La direzione della Meeting Industry

Oggi io e Paolo eravamo all’Albergatore Day al Grand Hotel Parco dei Principi. E’ stata una bella giornata, ben organizzata, piena di interlocutori interessanti, con grandi possibilità di networking per partecipanti, sponsor e istituzioni. A testimonianza questo della grande voglia di tutti i players del grande mondo del turismo congressuale e leisure di guardare avanti tutti insieme, senza più recriminare sulle difficoltà che ancora oggi rendono la crescita una durissima sfida ma cercando gli strumenti per affrontare il futuro  con la consapevolezza che si va avanti solo facendo sistema.

Ed è proprio di sistema che si è parlato ad apertura lavori, con rappresentanti di enorme prestigio nel panorama del turismo congressuale romano. Oltre al Presidente di Federalberghi Roma, Giuseppe Roscioli, si sono confrontati anche l’AU di Fiera di Roma Pietro Piccinetti, l’AD di Eur SpA Enrico Pazzali, l’AD di Aeroporti di Roma Ugo de Carolis e l’Assessore alle attività produttive e turismo Adriano Meloni.

Le realtà imprenditoriali rappresentate hanno raccontato di come siano cresciute e dei grandi investimenti già fatti per il futuro mirati a riportare Roma ai vertici del mercato congressuale e turistico mondiale. Importante il confronto con le istituzioni che con grande pragmatismo hanno provato a dare qualche certezza sulle modalità con le quali sosterranno tale sviluppo. E come previsto si è parlato, anche, di Convention Bureau Roma.

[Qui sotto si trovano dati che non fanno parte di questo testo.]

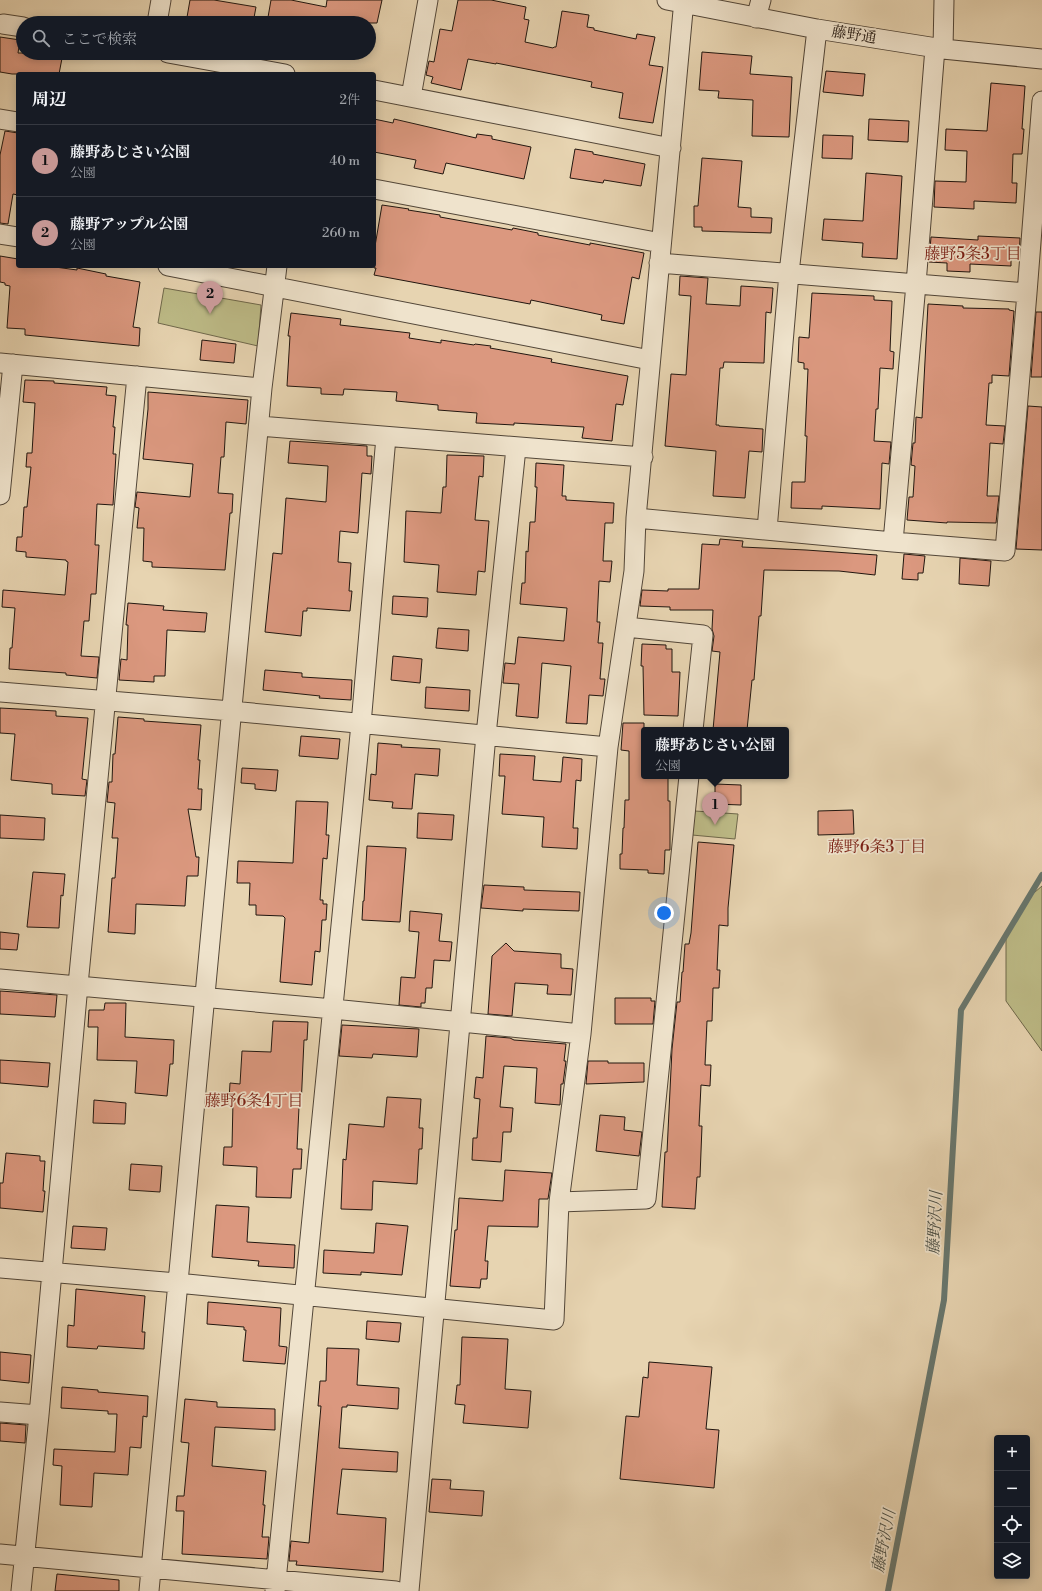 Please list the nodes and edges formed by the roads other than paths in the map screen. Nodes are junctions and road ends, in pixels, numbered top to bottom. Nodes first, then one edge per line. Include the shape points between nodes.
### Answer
1 (161, 0) edge
2 (428, 0) edge
3 (761, 0) edge
4 (944, 0) edge
5 (678, 1) edge
6 (158, 16) edge
7 (756, 18) junction
8 (3, 24) dead end
9 (16, 26) edge
10 (817, 29) junction
11 (939, 48) junction
12 (1042, 59) edge
13 (207, 60) edge
14 (274, 72) edge
15 (376, 90) edge
16 (412, 97) junction
17 (1042, 101) edge
18 (0, 119) edge
19 (16, 122) edge
20 (671, 148) junction
21 (376, 189) edge
22 (0, 234) edge
23 (16, 237) edge
24 (661, 243) junction
25 (659, 263) junction
26 (179, 268) edge
27 (277, 268) edge
28 (789, 273) junction
29 (916, 284) junction
30 (274, 286) junction
31 (1027, 293) junction
32 (650, 360) junction
33 (7, 363) edge
34 (137, 376) junction
35 (262, 388) junction
36 (259, 426) junction
37 (386, 437) junction
38 (516, 448) junction
39 (643, 457) junction
40 (0, 495) edge
41 (636, 518) junction
42 (767, 530) junction
43 (893, 542) junction
44 (626, 627) junction
45 (0, 692) edge
46 (106, 701) junction
47 (231, 711) junction
48 (361, 724) junction
49 (693, 727) edge
50 (486, 735) junction
51 (608, 747) junction
52 (689, 779) edge
53 (0, 979) edge
54 (78, 985) junction
55 (204, 997) junction
56 (333, 1009) junction
57 (460, 1022) junction
58 (581, 1034) junction
59 (559, 1202) junction
60 (0, 1268) edge
61 (53, 1274) junction
62 (177, 1283) junction
63 (305, 1296) junction
64 (434, 1308) junction
65 (0, 1412) edge
66 (39, 1415) junction
67 (0, 1554) edge
68 (26, 1556) junction
69 (151, 1567) junction
70 (276, 1585) edge
71 (22, 1591) edge
72 (149, 1591) edge
73 (396, 1591) edge
74 (409, 1591) edge

1 - 6 street
2 - 16 street
3 - 7 street
4 - 11 street
5 - 7 street, 藤野通
5 - 20 street
7 - 10 street, 藤野通
8 - 9 street
10 - 11 street, 藤野通
10 - 28 street
11 - 12 street, 藤野通
11 - 29 street
13 - 14 street
15 - 16 street
16 - 20 street
17 - 31 street
18 - 19 street
20 - 24 street
21 - 24 street
22 - 23 street
24 - 25 street
25 - 28 street
25 - 32 street
26 - 30 street
27 - 30 street
28 - 29 street
28 - 42 street
29 - 31 street
29 - 43 street
30 - 32 street
30 - 35 street
31 - 43 street via 1005,551
32 - 39 street
33 - 34 street
33 - 40 street
34 - 35 street
34 - 46 street
35 - 36 street
36 - 37 street
36 - 47 street
37 - 38 street
37 - 48 street
38 - 39 street
38 - 50 street
39 - 41 street
41 - 42 street
41 - 44 street via 634,571
42 - 43 street
44 - 49 street via 703,635
44 - 51 street
45 - 46 street
46 - 47 street
46 - 54 street
47 - 48 street
47 - 55 street
48 - 50 street
48 - 56 street
50 - 51 street
50 - 57 street
51 - 58 street
52 - 59 street via 646,1199
53 - 54 street
54 - 55 street
54 - 61 street
55 - 56 street
55 - 62 street
56 - 57 street
56 - 63 street
57 - 58 street
57 - 64 street
58 - 59 street
59 - 64 street via 554,1320
60 - 61 street
61 - 62 street
61 - 66 street
62 - 63 street
62 - 69 street
63 - 64 street
63 - 70 street
64 - 74 street
65 - 66 street
66 - 68 street
67 - 68 street
68 - 69 street
68 - 71 street
69 - 70 street
69 - 72 street
70 - 73 street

Aspettando il Convention Bureau

In questa stessa giornata, su Ospitalità Romana, Notiziario di Federalberghi Roma, è uscito un articolo a firma di Paolo proprio su quella che è non solo la sua visione su questo imprescindibile strumento per il rilancio della città di Roma, ma di come nasce questa idea e di come sta diventando, con tanto lavoro di tutti quelli che ci hanno creduto, una realtà; giovandosi anche della best practice del Convention Bureau Italia nato con gli stessi presupposti di sistema.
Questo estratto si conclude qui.